'''

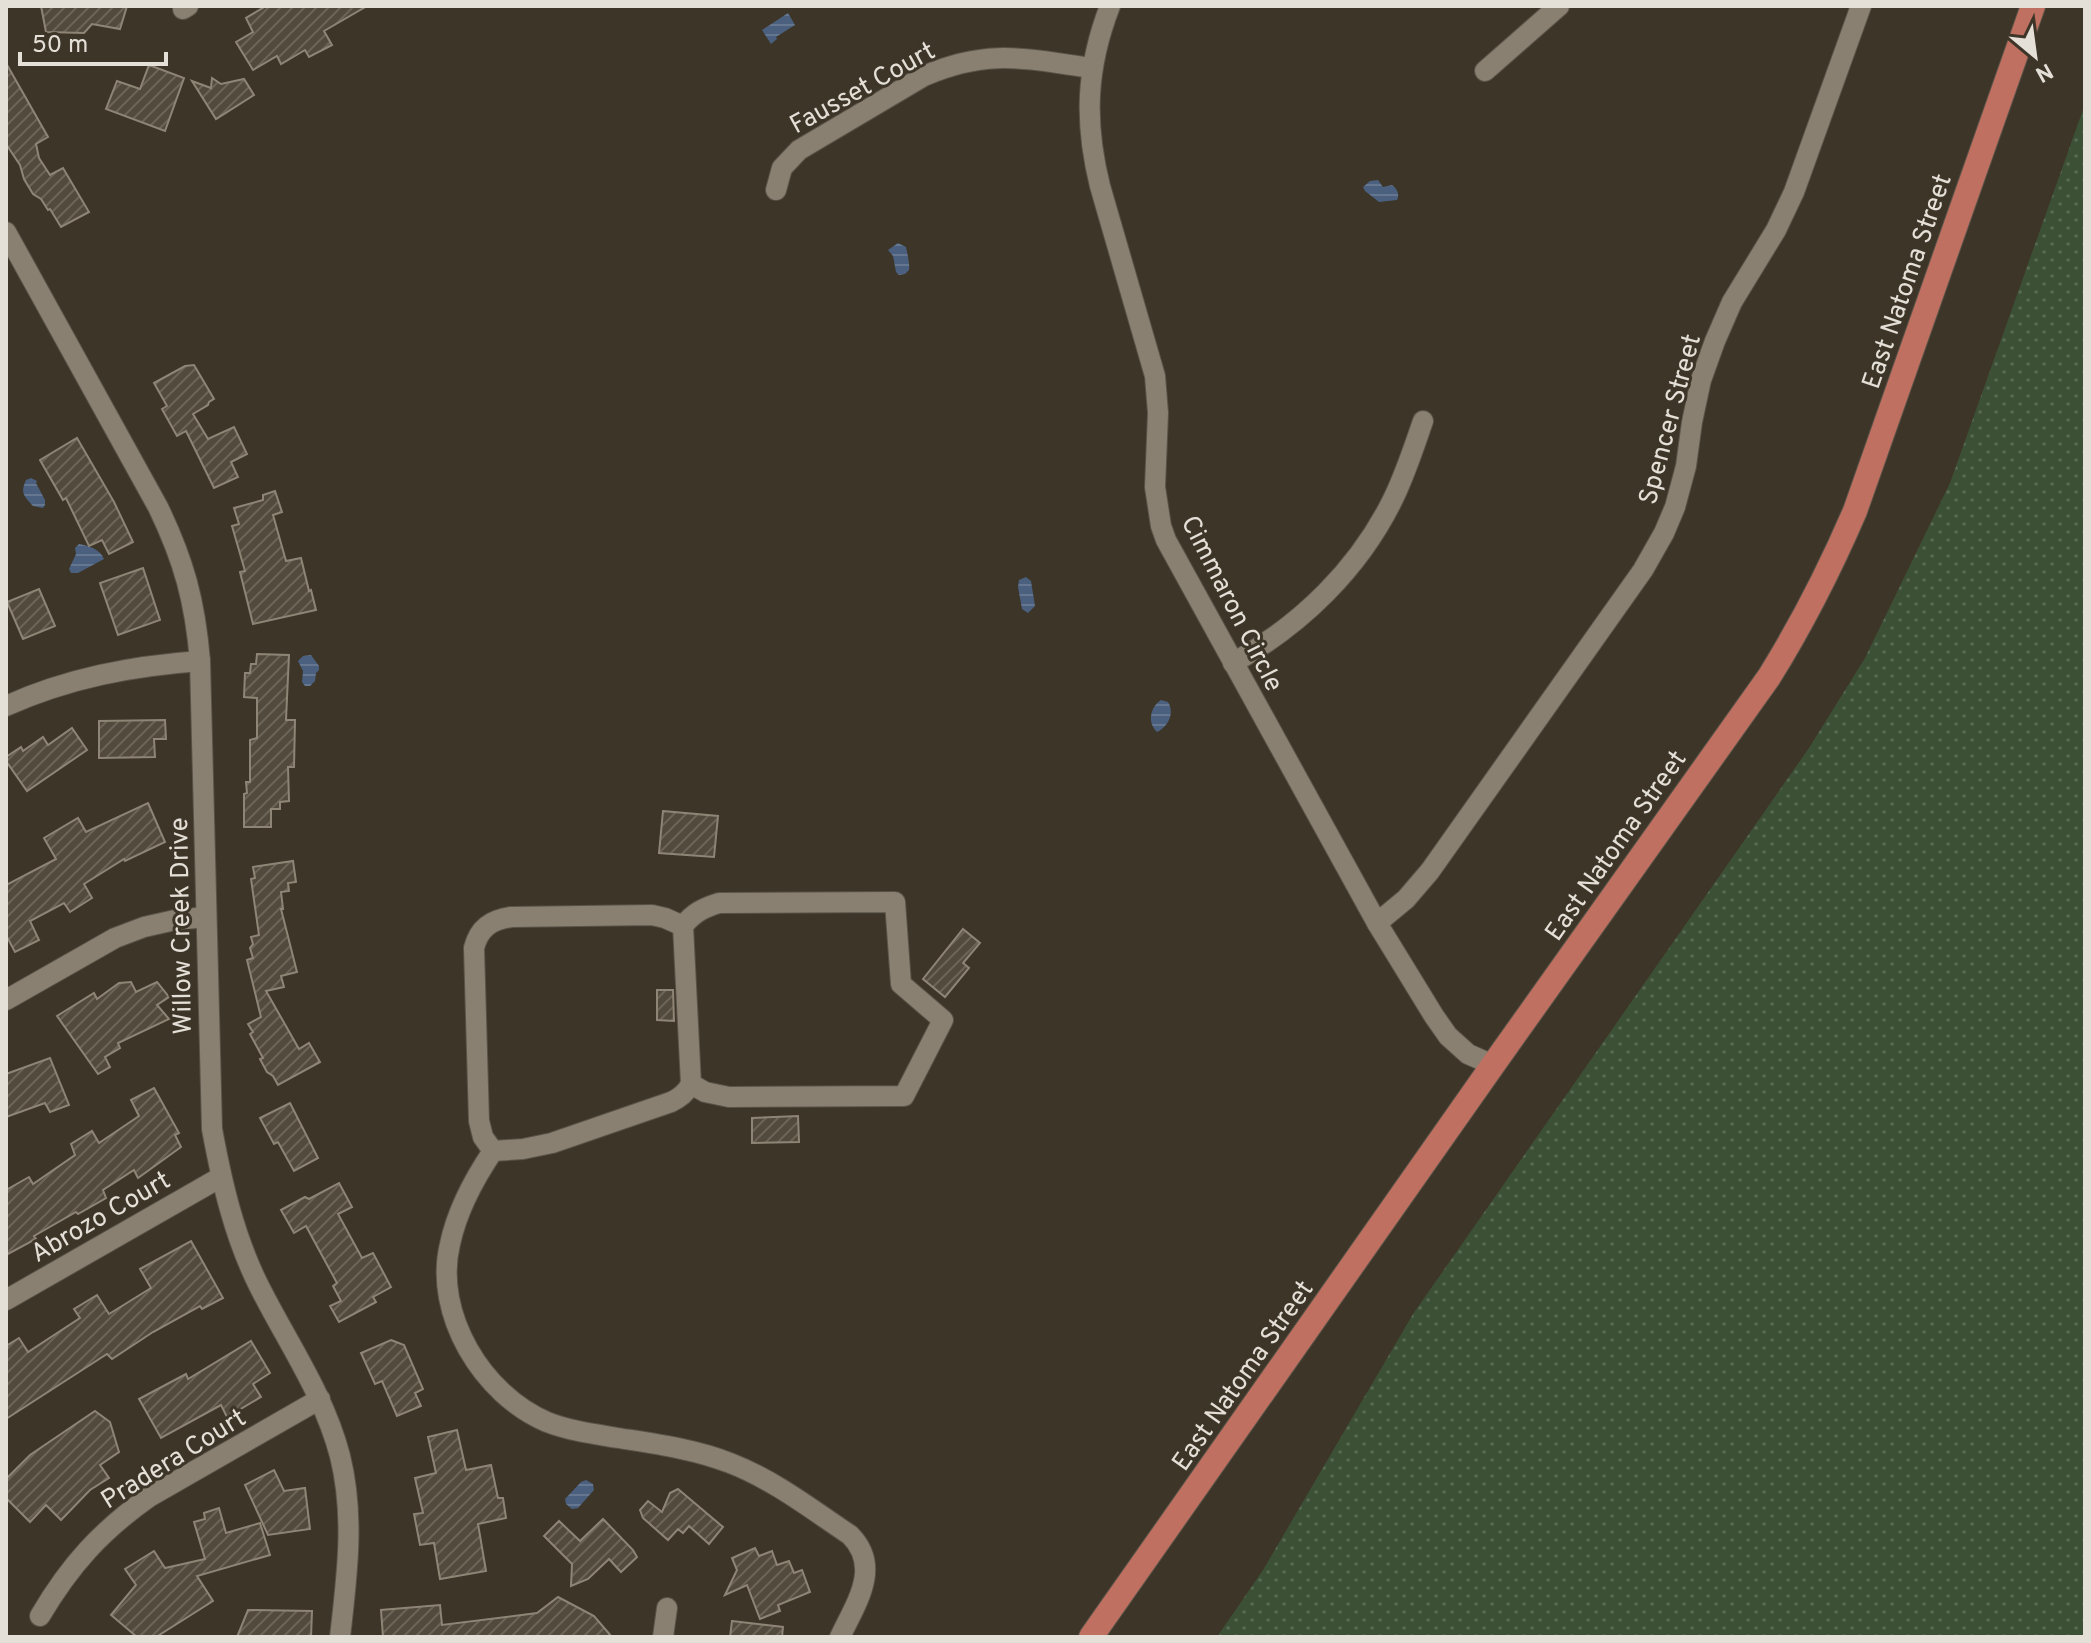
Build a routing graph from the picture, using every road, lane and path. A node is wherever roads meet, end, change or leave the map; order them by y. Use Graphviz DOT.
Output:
graph roads {
  1 [pos="1110,6"];
  2 [pos="1559,6"];
  3 [pos="1861,6"];
  4 [pos="2033,6"];
  5 [pos="1092,68"];
  6 [pos="1485,71"];
  7 [pos="776,190"];
  8 [pos="6,232"];
  9 [pos="1423,421"];
  10 [pos="200,661"];
  11 [pos="1233,663"];
  12 [pos="6,706"];
  13 [pos="206,917"];
  14 [pos="1377,923"];
  15 [pos="683,926"];
  16 [pos="6,1000"];
  17 [pos="1493,1065"];
  18 [pos="691,1084"];
  19 [pos="493,1151"];
  20 [pos="221,1177"];
  21 [pos="6,1300"];
  22 [pos="320,1399"];
  23 [pos="667,1608"];
  24 [pos="40,1616"];
  25 [pos="340,1637"];
  26 [pos="663,1637"];
  27 [pos="840,1637"];
  28 [pos="1091,1637"];
  1 -- 5 [label="street, Cimmaron Circle"];
  2 -- 6 [label="street"];
  3 -- 14 [label="street, Spencer Street"];
  4 -- 17 [label="main road, East Natoma Street"];
  5 -- 7 [label="street, Fausset Court"];
  5 -- 11 [label="street, Cimmaron Circle"];
  8 -- 10 [label="street, Willow Creek Drive"];
  9 -- 11 [label="street"];
  10 -- 12 [label="street"];
  10 -- 13 [label="street, Willow Creek Drive"];
  11 -- 14 [label="street, Cimmaron Circle"];
  13 -- 16 [label="street"];
  13 -- 20 [label="street, Willow Creek Drive"];
  14 -- 17 [label="street, Cimmaron Circle"];
  15 -- 18 [label="street"];
  15 -- 18 [label="street"];
  15 -- 19 [label="street"];
  17 -- 28 [label="main road, East Natoma Street"];
  18 -- 19 [label="street"];
  19 -- 27 [label="street"];
  20 -- 21 [label="street, Abrozo Court"];
  20 -- 22 [label="street, Willow Creek Drive"];
  22 -- 24 [label="street, Pradera Court"];
  22 -- 25 [label="street, Willow Creek Drive"];
  23 -- 26 [label="street"];
}
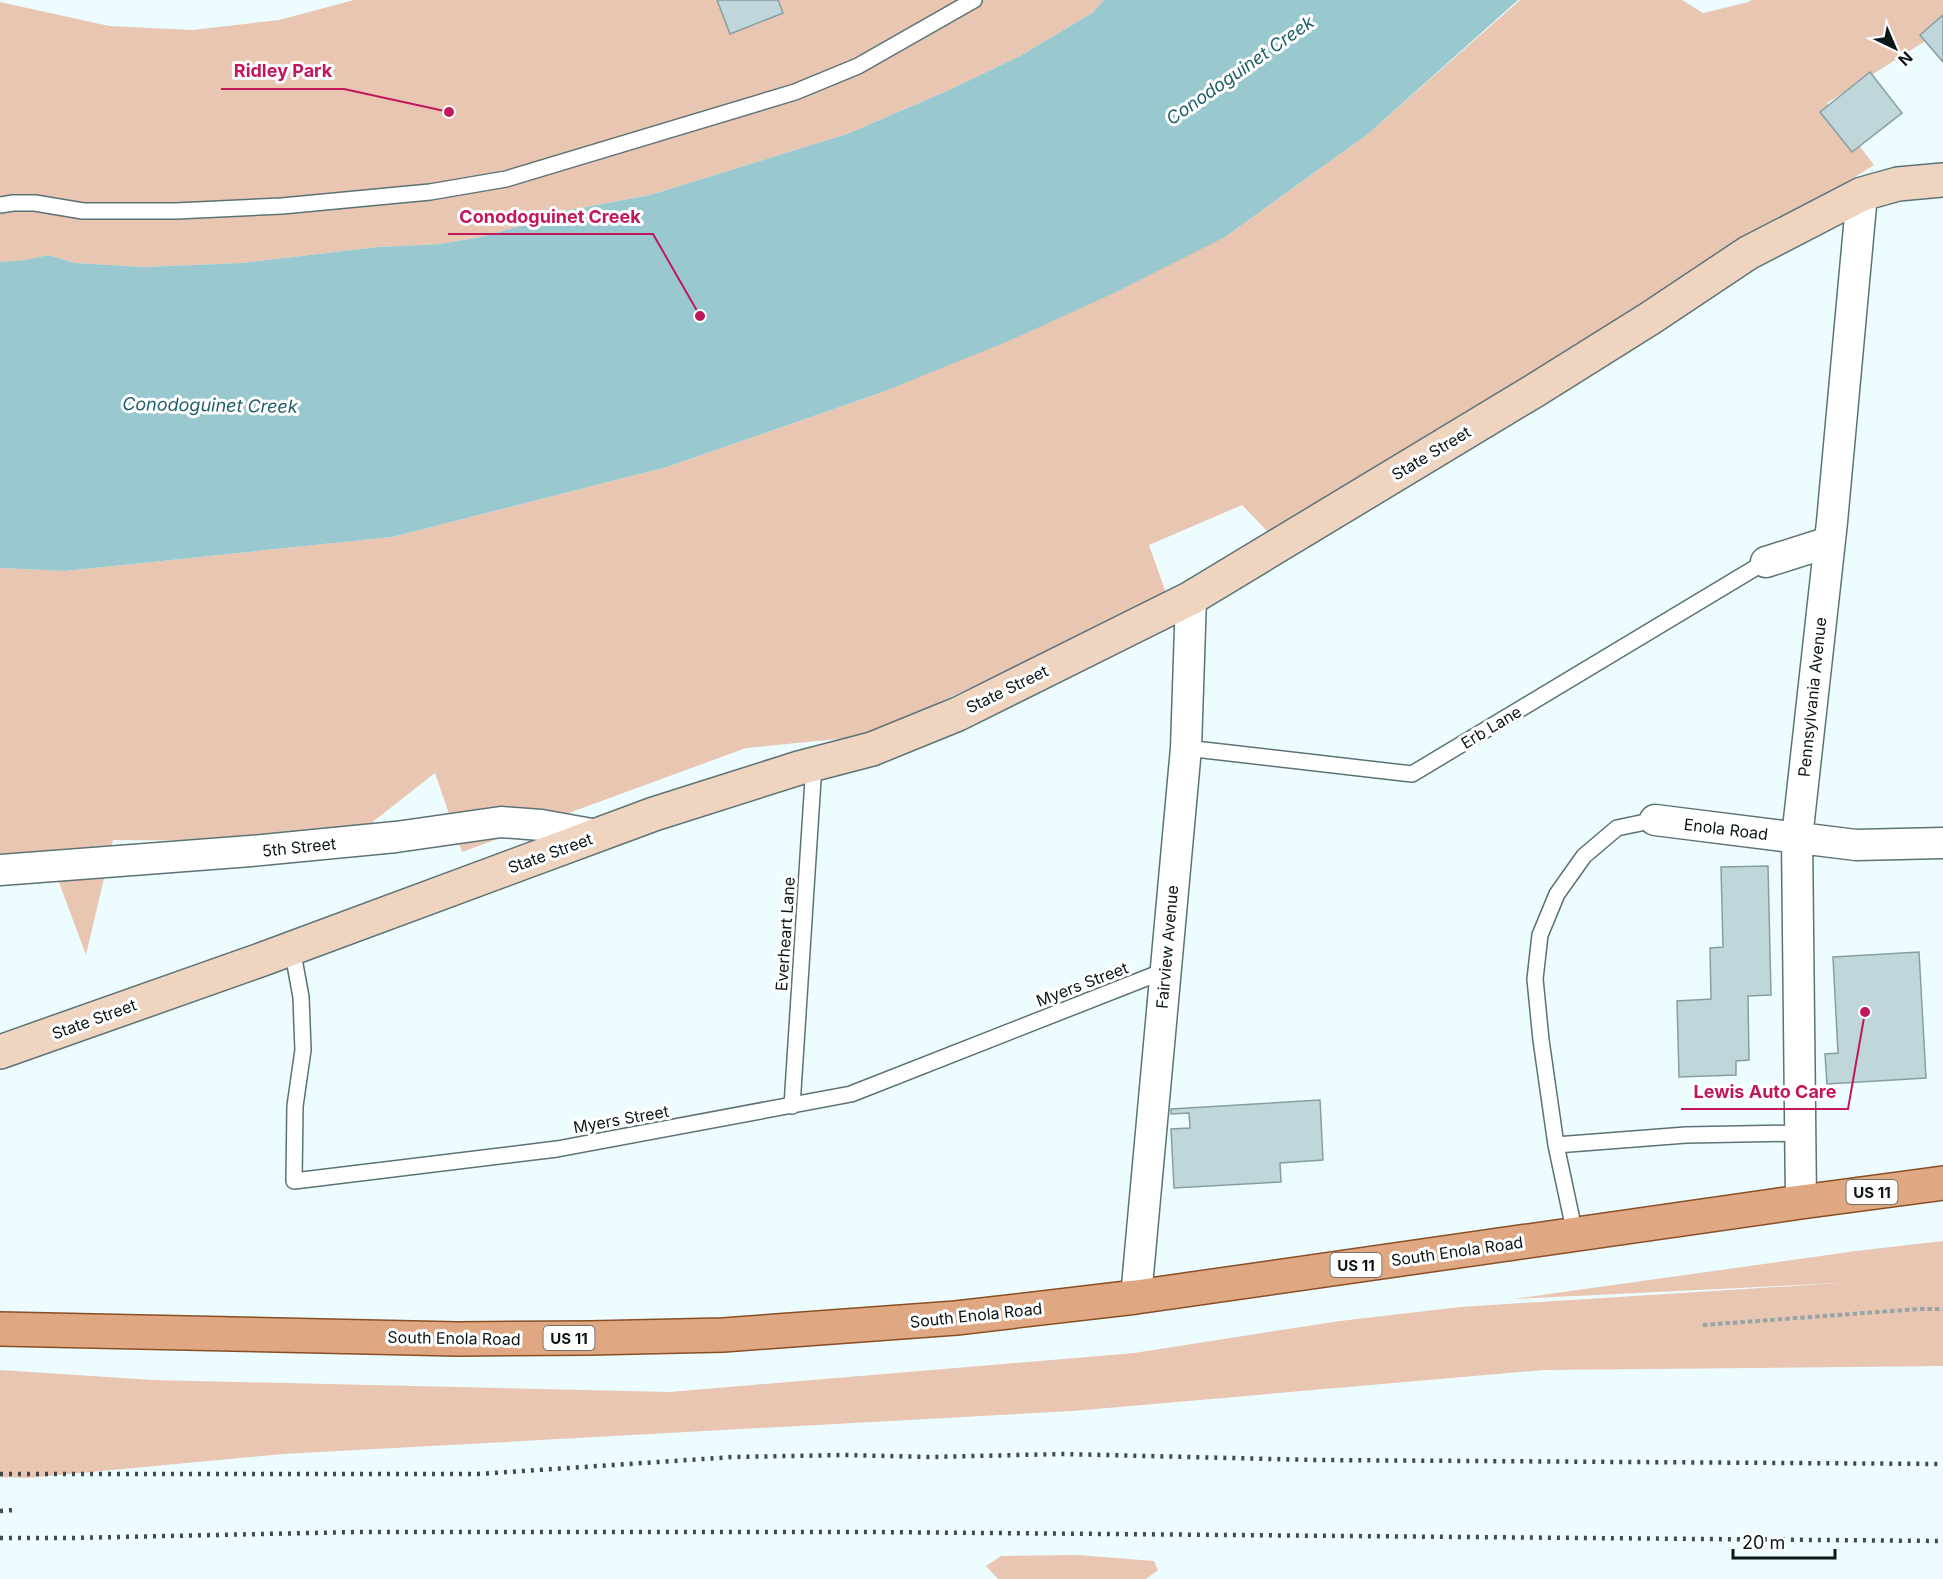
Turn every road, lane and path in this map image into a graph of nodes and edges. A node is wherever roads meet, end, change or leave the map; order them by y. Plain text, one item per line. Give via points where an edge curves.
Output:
1 (974, 0) edge
2 (1943, 180) edge
3 (1862, 194) junction
4 (0, 205) edge
5 (1831, 532) junction
6 (1766, 562) joint
7 (1191, 598) junction
8 (1186, 748) junction
9 (814, 764) junction
10 (1655, 820) joint
11 (597, 835) junction
12 (1797, 838) junction
13 (1943, 843) edge
14 (0, 870) edge
15 (292, 948) junction
16 (1164, 971) junction
17 (0, 1052) edge
18 (792, 1106) junction
19 (1800, 1133) junction
20 (1556, 1145) junction
21 (1943, 1183) edge
22 (1801, 1202) junction
23 (1575, 1234) junction
24 (1136, 1297) junction
25 (1943, 1309) edge
26 (1703, 1325) dead end
27 (0, 1329) edge

1 - 4 lane via 858,66 795,92 506,179 430,192 282,206 83,211 35,203
2 - 3 main road, State Street via 1898,184
3 - 5 street, Pennsylvania Avenue
3 - 7 main road, State Street via 1748,253 1534,391
5 - 6 street, Erb Lane
5 - 12 street, Pennsylvania Avenue
6 - 8 lane, Erb Lane via 1412,774
7 - 8 street, Fairview Avenue
7 - 9 main road, State Street via 958,714 872,749
8 - 16 street, Fairview Avenue
9 - 11 main road, State Street
9 - 18 lane, Everheart Lane
10 - 12 street, Enola Road
10 - 20 lane via 1617,828 1584,856 1557,894 1540,935 1535,979
11 - 14 street, 5th Street via 501,822 262,850
11 - 15 main road, State Street
12 - 13 street, Enola Road via 1856,845
12 - 19 street, Pennsylvania Avenue
15 - 17 main road, State Street
15 - 18 lane, Myers Street via 301,997 303,1050 295,1106 294,1181 557,1149
16 - 18 lane, Myers Street via 851,1094
16 - 24 street, Fairview Avenue
19 - 20 lane via 1686,1135
19 - 22 street, Pennsylvania Avenue
20 - 23 lane
21 - 22 main road, South Enola Road / US 11
22 - 23 main road, South Enola Road / US 11
23 - 24 main road, South Enola Road / US 11
24 - 27 main road, South Enola Road / US 11 via 956,1318 723,1335 458,1339
25 - 26 path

'''

### Work item:
Determine the count of lines that include the word "Cimmaron" in the listing, and state nothing but that count.

### Output below:
4